Санэнага задумался, еще раз тяжело вздохнул и согласно кивнул. Ура! Еще одно сражение выиграно. Я мысленно вытер пот со лба и настроился на следующую аудиенцию. В приемный зал вполз — по-другому не скажешь — не кто иной, как Микуни. Когда я вчера заявил главному церемониймейстеру дворца Аютигате Саи, что в киотском квартале Миягава живет семейство ассенизаторов и сын Неба желает лицезреть его главу, придворного чуть не хватил удар. Его тщательно выбеленное лицо сморщилось, как сухой лист, челюсть отвисла.
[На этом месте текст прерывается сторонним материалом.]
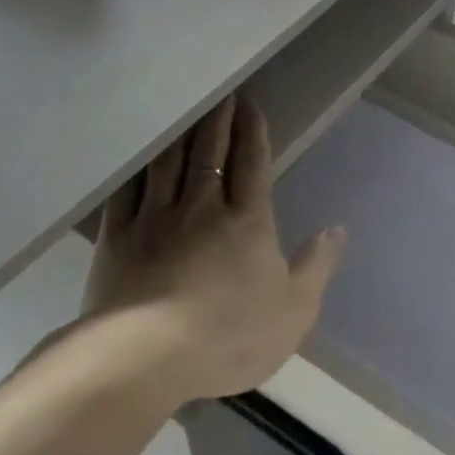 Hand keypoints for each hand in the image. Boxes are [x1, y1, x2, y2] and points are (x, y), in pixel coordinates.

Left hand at [79, 96, 345, 401]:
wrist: (148, 358)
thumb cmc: (232, 336)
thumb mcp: (295, 310)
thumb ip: (317, 266)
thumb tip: (338, 230)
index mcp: (247, 221)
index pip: (252, 164)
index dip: (252, 132)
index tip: (249, 104)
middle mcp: (201, 208)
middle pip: (209, 154)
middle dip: (217, 122)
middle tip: (220, 96)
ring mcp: (154, 221)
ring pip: (168, 165)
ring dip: (179, 136)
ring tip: (184, 114)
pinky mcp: (116, 241)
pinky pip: (125, 194)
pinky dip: (134, 172)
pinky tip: (137, 160)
Целый час Аютигата упорно убеждал меня, что никогда, ни при какой ситуации император не может снизойти до золотаря. Для этого есть чиновники, а вернее, даже помощники чиновников, так как ни один дворянин не вытерпит присутствия грязнули рядом с собой.
Сейчас Микуни никак не походил на грязнулю — причесан, благоухает духами, одет… бог ты мой… В мое красное кимоно с листьями клена. Ай, молодца! Взял в аренду одежду у аптекаря Китигоро — и не скажешь, что день назад мы с этим человеком вычерпывали дерьмо из выгребной ямы.
Разговора с Микуни не получилось. Золотарь дрожал, боялся на меня поднять глаза и прижимал лоб к лакированному полу так сильно, что я ожидал после его ухода увидеть вмятину. Сначала я хотел показать Микуни чертеж обыкновенных ласт. Дело в том, что сам золотарь происходил из провинциальной семьи ами — ныряльщиков за моллюсками и жемчугом из деревни Идзугава. Междоусобные феодальные войны не прошли мимо селения золотаря. В Идзугаву вошли войска соседнего даймё и сожгли все, что только могли. Микуни с родственниками вынужден был бежать в столицу. Но, даже работая ассенизатором, мужчина не забывал, чем его семья жила последние сто лет. Он интересно рассказывал о традициях ами, костюмах, приметах… И я подумал, что ныряльщикам в их труде вполне могут пригодиться банальные ласты. Да, вулканизированный каучук получить пока нереально. Но он и не нужен. Ласты можно сделать из прессованных пальмовых листьев или даже сплести из коры деревьев. Главное — правильно подобрать угол посадки на ступню и длину.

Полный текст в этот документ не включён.